Personal clinical experience emerged as the determining factor in dentists' treatment decisions regarding noncavitated carious lesions. Additional factors were lack of reimbursement and mistrust of the recommendations. The authors found that knowledge of the recommendations did not lead to their adoption when the recommendation was incongruent with the dentist's personal experience.

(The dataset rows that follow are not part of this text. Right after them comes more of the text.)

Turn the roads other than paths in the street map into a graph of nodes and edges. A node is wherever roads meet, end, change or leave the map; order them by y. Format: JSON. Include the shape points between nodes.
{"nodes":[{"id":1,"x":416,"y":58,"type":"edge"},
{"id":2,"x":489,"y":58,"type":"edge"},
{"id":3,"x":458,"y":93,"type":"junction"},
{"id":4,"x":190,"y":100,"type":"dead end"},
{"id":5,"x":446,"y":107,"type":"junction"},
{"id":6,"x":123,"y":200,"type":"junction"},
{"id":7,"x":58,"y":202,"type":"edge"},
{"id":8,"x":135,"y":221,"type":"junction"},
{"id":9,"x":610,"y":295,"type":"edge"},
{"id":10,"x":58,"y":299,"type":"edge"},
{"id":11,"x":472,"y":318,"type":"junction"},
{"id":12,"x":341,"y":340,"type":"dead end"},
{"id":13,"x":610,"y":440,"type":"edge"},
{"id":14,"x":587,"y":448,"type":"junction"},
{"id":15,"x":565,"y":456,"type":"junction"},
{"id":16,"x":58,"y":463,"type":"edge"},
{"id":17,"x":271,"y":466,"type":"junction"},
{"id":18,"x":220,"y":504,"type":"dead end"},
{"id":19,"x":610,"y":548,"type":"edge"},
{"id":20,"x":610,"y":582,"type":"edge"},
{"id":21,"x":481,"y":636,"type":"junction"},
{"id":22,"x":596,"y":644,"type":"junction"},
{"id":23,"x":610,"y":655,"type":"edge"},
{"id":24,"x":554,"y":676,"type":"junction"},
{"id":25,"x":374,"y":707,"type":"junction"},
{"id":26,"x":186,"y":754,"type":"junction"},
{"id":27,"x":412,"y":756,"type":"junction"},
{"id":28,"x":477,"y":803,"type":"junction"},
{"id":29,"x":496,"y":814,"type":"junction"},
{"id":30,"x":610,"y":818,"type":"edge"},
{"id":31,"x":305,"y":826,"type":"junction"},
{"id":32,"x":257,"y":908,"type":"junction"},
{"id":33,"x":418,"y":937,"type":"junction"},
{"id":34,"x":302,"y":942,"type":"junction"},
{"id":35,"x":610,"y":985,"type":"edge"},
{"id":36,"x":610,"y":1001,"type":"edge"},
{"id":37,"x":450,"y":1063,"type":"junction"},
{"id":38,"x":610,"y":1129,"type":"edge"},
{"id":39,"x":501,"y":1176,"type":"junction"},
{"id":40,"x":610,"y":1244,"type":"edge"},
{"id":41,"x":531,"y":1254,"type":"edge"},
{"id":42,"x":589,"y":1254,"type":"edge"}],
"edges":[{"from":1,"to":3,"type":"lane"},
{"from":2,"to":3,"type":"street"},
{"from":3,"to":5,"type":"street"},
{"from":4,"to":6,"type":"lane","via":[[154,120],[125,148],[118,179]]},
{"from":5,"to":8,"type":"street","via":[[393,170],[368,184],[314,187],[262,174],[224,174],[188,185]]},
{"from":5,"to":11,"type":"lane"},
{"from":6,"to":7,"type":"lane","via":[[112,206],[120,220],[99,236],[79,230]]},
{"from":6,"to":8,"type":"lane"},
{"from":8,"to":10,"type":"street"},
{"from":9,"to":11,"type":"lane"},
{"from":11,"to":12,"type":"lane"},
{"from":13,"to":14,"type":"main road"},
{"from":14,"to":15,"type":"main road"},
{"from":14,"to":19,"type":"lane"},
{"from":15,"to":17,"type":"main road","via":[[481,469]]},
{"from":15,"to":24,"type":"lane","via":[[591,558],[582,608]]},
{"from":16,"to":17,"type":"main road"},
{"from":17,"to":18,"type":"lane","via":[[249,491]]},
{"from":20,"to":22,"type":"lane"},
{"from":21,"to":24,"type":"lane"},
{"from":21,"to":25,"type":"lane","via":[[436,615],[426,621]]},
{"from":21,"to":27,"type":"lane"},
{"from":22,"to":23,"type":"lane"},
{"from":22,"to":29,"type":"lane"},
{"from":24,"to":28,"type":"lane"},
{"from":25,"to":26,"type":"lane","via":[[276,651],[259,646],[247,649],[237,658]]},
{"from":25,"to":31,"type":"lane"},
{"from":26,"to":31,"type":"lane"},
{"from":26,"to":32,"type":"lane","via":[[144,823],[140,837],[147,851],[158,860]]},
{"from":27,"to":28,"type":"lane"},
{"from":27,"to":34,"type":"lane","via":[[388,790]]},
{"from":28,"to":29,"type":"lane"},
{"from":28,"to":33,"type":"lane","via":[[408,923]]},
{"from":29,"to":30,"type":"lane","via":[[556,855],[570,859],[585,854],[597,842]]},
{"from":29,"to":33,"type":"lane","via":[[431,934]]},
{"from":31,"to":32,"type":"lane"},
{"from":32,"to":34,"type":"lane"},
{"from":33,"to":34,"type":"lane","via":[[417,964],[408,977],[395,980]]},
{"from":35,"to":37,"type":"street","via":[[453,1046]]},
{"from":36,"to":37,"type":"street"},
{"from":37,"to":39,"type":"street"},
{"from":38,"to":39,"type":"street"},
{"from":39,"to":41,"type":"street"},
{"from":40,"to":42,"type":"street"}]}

The authors found that ingrained practice behavior based on personal clinical experience that differed substantially from evidence-based recommendations resulted in a rejection of these recommendations.
Attempts to improve the adoption of evidence-based practice must involve more than simple dissemination of information to achieve a balance between personal clinical experience and scientific evidence.
作者通过基于情景的访谈,在私人执业牙医的办公室中进行了一项定性研究,以评估在治疗非龋性窝沟病变时采用基于证据的临床推荐的障碍。
作者招募了 22 名牙医作为便利样本,并向他们展示了两个涉及非龋性窝沟病变的患者情景。访谈者要求参与者在描述治疗建议时阐明他们的思维过程。参与者将他们的治疗计划与美国牙科协会对非龋性窝沟病变密封的建议进行了比较,并描述了在实践中实施这些建议的障碍。作者为了准确性和主题记录并转录了会议。
个人临床经验成为牙医对非龋性窝沟病变治疗决策的决定性因素。其他因素是缺乏报销和对建议的不信任。作者发现,当建议与牙医的个人经验不一致时,即使了解这些建议,也不会导致其被采用。
作者发现,基于与基于证据的建议大不相同的个人临床经验的根深蒂固的实践行为导致了对这些建议的拒绝。
为了在个人临床经验和科学证据之间取得平衡,提高采用基于证据的实践的尝试必须不仅仅涉及简单的信息传播。